There’s no shortage of muscle-torching exercises that hit several muscle groups at once. These are called compound exercises, and we’ve listed the best compound exercises to try here.

Put aside 20 minutes and one kettlebell and try these four kettlebell exercises. The goal is efficiency, so these moves help build strength and muscle, burn calories and tap into cardio exercise without spending hours in the gym.

They also slot into functional training programs, working muscles through pushes, squats and swings that reflect how you naturally move throughout the day.

20-minute, 4-move kettlebell EMOM workout 

Perform the exercises as a 20-minute EMOM — every minute on the minute. Aim to reach 8-12 reps per exercise, resting for the remainder of the minute. Start the next exercise on the minute and complete 5 rounds.
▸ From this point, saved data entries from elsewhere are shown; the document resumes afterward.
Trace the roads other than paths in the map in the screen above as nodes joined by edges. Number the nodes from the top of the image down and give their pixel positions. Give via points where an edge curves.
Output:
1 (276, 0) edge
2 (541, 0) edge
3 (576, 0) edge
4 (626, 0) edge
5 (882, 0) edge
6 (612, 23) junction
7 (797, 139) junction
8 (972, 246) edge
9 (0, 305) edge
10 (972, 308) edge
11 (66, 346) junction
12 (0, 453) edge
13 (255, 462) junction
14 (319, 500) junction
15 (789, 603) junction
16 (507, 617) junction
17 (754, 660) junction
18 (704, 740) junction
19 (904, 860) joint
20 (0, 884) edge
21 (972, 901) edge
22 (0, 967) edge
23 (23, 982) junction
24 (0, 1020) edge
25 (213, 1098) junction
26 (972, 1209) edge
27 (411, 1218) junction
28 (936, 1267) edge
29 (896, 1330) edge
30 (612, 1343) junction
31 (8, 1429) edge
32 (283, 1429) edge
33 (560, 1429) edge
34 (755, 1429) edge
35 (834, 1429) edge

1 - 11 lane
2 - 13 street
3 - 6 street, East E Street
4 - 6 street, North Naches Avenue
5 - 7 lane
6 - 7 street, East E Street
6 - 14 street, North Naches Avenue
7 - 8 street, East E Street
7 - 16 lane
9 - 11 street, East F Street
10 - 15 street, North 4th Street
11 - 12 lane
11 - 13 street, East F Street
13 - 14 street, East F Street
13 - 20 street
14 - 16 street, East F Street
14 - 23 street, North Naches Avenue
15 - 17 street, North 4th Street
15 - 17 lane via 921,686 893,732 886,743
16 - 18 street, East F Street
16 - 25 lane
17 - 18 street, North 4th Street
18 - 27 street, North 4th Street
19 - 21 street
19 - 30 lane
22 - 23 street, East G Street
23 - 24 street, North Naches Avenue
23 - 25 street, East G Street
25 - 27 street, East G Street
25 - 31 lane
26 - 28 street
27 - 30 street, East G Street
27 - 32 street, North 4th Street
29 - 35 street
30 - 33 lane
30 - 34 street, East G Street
We recommend leaving 10-15 seconds for rest. If you finish long before 50 seconds, add more reps or lift a heavier weight that helps you reach fatigue on the last reps. 

Kettlebell swing

The kettlebell swing primarily strengthens the muscles in the posterior chain — the lower back, glutes, core, hips and hamstrings. To do the move, stand with one kettlebell between both feet and grip it with both hands. Keep a flat back and engage your core, swing the weight between your legs, snap your hips forward and drive the bell up to shoulder height, controlling the descent back down.

Learn how to do a kettlebell swing in more detail here.  

Kettlebell thrusters

Thrusters are an advanced full-body exercise, so start light, holding one weight in both hands before progressing to two. Rack the weights to your shoulders, pointing your elbows slightly upward. Squeeze your core, then squat down, keeping a flat back and neutral spine. Push through both heels to stand and push the weights overhead as you do. Lock your elbows at the top.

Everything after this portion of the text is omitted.